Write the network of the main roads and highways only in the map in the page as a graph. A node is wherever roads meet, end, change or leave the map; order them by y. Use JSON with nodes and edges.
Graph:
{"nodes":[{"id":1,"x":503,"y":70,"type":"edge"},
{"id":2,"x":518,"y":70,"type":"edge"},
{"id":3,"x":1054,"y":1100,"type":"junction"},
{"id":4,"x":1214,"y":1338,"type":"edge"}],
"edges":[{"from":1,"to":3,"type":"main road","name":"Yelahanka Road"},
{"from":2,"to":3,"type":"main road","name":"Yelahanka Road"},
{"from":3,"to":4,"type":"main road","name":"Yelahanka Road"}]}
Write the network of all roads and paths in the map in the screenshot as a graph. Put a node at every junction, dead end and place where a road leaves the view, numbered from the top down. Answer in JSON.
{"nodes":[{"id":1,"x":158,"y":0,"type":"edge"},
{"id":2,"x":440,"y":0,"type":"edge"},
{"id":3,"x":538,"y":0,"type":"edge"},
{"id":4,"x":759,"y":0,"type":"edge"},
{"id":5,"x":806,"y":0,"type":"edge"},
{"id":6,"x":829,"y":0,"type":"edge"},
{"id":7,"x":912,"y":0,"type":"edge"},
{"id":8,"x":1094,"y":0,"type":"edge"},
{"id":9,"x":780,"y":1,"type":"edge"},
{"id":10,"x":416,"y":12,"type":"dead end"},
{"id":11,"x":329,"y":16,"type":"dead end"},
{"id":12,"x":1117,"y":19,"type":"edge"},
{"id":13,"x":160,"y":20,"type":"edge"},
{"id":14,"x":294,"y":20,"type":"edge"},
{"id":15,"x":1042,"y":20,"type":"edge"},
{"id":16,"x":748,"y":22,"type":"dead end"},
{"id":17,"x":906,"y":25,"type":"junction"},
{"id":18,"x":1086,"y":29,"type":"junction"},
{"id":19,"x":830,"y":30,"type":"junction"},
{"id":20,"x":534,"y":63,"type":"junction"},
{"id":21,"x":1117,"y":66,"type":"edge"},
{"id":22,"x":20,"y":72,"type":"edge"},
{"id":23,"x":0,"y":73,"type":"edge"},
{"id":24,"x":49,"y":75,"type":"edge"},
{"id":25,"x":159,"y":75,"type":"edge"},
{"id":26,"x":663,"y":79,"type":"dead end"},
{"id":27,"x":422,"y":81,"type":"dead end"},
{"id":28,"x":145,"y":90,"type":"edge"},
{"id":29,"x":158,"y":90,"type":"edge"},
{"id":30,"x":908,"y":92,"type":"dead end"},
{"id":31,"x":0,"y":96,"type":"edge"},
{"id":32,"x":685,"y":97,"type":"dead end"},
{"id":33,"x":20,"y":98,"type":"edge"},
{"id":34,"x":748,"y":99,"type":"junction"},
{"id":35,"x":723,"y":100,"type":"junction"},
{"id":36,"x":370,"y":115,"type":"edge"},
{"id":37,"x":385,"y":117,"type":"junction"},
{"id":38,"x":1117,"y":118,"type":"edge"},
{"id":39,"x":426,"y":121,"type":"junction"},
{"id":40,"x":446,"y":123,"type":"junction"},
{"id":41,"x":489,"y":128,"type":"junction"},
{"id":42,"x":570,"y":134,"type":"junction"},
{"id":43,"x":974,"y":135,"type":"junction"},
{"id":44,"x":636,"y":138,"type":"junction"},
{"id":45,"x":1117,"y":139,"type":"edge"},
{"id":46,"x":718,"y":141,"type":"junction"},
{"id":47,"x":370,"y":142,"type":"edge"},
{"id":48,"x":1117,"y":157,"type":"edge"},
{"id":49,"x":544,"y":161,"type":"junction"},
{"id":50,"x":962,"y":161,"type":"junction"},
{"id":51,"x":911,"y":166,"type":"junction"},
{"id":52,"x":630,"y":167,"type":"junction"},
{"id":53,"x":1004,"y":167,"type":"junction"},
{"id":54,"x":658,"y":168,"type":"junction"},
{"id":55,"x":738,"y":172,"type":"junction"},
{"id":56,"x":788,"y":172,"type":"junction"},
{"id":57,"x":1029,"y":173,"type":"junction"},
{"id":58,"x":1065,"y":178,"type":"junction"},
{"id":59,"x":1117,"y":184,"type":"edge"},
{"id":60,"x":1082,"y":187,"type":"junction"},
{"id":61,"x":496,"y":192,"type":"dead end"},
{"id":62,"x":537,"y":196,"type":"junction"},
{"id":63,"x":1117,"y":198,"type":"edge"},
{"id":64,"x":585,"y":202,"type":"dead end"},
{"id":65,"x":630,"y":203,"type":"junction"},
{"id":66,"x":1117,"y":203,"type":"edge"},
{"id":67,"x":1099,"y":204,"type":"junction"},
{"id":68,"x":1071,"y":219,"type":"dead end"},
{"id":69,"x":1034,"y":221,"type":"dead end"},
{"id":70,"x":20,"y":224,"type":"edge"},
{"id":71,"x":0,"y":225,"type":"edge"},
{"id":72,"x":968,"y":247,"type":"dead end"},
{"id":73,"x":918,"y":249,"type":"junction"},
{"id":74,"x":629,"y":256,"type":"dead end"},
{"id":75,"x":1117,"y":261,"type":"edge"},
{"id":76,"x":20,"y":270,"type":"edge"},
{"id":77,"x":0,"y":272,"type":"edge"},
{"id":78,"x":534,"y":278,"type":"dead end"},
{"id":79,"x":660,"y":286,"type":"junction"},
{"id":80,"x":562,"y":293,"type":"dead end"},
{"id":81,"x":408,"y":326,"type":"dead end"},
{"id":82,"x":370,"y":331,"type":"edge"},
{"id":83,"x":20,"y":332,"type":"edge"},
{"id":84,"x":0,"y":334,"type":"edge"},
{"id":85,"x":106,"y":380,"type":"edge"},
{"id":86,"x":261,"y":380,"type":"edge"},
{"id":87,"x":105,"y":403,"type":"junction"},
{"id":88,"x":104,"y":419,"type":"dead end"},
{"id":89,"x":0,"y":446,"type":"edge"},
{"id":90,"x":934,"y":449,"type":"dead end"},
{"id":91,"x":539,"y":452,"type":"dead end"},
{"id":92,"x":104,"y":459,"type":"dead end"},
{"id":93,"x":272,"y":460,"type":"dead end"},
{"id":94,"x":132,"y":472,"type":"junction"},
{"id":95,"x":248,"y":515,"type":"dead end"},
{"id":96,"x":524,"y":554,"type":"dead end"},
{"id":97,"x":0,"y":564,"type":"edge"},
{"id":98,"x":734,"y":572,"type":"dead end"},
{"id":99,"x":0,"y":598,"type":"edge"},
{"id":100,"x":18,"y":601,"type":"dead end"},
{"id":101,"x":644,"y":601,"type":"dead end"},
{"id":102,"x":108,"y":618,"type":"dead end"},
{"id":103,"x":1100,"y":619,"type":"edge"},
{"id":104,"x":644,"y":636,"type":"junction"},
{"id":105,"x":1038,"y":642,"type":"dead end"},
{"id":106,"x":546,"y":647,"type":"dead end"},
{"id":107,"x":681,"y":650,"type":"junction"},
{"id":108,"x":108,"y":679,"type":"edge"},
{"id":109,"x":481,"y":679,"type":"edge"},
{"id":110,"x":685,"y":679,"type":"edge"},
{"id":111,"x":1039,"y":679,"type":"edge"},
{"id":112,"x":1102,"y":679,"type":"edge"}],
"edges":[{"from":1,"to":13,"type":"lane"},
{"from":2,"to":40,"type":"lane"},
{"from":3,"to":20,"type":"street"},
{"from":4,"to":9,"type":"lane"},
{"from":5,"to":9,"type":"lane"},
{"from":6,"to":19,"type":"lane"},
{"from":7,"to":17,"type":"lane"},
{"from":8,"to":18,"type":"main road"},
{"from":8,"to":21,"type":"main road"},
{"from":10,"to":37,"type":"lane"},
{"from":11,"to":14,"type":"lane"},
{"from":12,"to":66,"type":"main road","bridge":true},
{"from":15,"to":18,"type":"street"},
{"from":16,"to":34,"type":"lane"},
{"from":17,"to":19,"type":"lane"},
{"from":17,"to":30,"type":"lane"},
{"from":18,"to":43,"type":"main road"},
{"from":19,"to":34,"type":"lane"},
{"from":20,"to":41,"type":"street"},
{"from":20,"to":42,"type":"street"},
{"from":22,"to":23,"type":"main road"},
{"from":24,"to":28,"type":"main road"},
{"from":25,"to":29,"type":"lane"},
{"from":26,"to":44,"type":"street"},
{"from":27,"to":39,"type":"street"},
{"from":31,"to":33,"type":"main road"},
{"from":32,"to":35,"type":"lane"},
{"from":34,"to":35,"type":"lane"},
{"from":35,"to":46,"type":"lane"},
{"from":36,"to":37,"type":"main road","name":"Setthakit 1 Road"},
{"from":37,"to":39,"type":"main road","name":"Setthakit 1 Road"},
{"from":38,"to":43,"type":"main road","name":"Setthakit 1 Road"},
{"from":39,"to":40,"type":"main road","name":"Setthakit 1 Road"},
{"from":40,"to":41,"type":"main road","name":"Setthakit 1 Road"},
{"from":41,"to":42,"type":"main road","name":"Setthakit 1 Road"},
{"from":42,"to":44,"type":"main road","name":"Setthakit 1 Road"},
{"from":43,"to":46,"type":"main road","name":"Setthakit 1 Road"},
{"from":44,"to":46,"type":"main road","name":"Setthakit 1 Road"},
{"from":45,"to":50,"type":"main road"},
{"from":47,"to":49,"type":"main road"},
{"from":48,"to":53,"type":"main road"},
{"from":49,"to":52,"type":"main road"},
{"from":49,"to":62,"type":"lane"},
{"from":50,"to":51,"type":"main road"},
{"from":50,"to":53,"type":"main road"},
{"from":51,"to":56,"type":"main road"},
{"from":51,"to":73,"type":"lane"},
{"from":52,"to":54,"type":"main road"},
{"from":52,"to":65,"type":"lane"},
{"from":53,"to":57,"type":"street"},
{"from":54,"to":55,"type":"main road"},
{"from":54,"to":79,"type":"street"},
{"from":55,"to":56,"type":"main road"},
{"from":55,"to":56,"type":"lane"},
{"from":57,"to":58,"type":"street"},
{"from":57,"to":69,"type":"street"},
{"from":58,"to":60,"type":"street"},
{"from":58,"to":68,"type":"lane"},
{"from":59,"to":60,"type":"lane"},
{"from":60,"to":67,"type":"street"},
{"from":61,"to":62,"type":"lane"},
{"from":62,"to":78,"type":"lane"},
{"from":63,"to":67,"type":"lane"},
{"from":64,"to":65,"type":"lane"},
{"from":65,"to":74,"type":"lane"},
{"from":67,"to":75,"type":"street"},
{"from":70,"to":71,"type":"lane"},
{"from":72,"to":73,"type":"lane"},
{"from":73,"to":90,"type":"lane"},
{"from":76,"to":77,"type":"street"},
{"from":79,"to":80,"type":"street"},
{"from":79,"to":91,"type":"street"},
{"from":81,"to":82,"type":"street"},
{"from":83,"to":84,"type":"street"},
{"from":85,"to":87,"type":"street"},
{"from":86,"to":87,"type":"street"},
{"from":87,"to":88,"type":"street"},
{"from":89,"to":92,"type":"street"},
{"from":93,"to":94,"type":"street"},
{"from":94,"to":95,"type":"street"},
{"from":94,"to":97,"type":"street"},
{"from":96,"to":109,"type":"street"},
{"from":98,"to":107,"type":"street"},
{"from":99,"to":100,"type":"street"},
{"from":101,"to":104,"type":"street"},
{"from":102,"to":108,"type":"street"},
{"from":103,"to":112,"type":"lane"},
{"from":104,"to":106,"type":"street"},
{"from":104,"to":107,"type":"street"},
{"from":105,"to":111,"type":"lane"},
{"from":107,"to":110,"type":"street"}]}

★ ★ ★

EXERCISE DETAILS. Reproduce each line from the records that contains the word "Yelahanka".

ANSWER TO THIS TASK.
"edges":[{"from":1,"to":3,"type":"main road","name":"Yelahanka Road"},
{"from":2,"to":3,"type":"main road","name":"Yelahanka Road"},
{"from":3,"to":4,"type":"main road","name":"Yelahanka Road"}]}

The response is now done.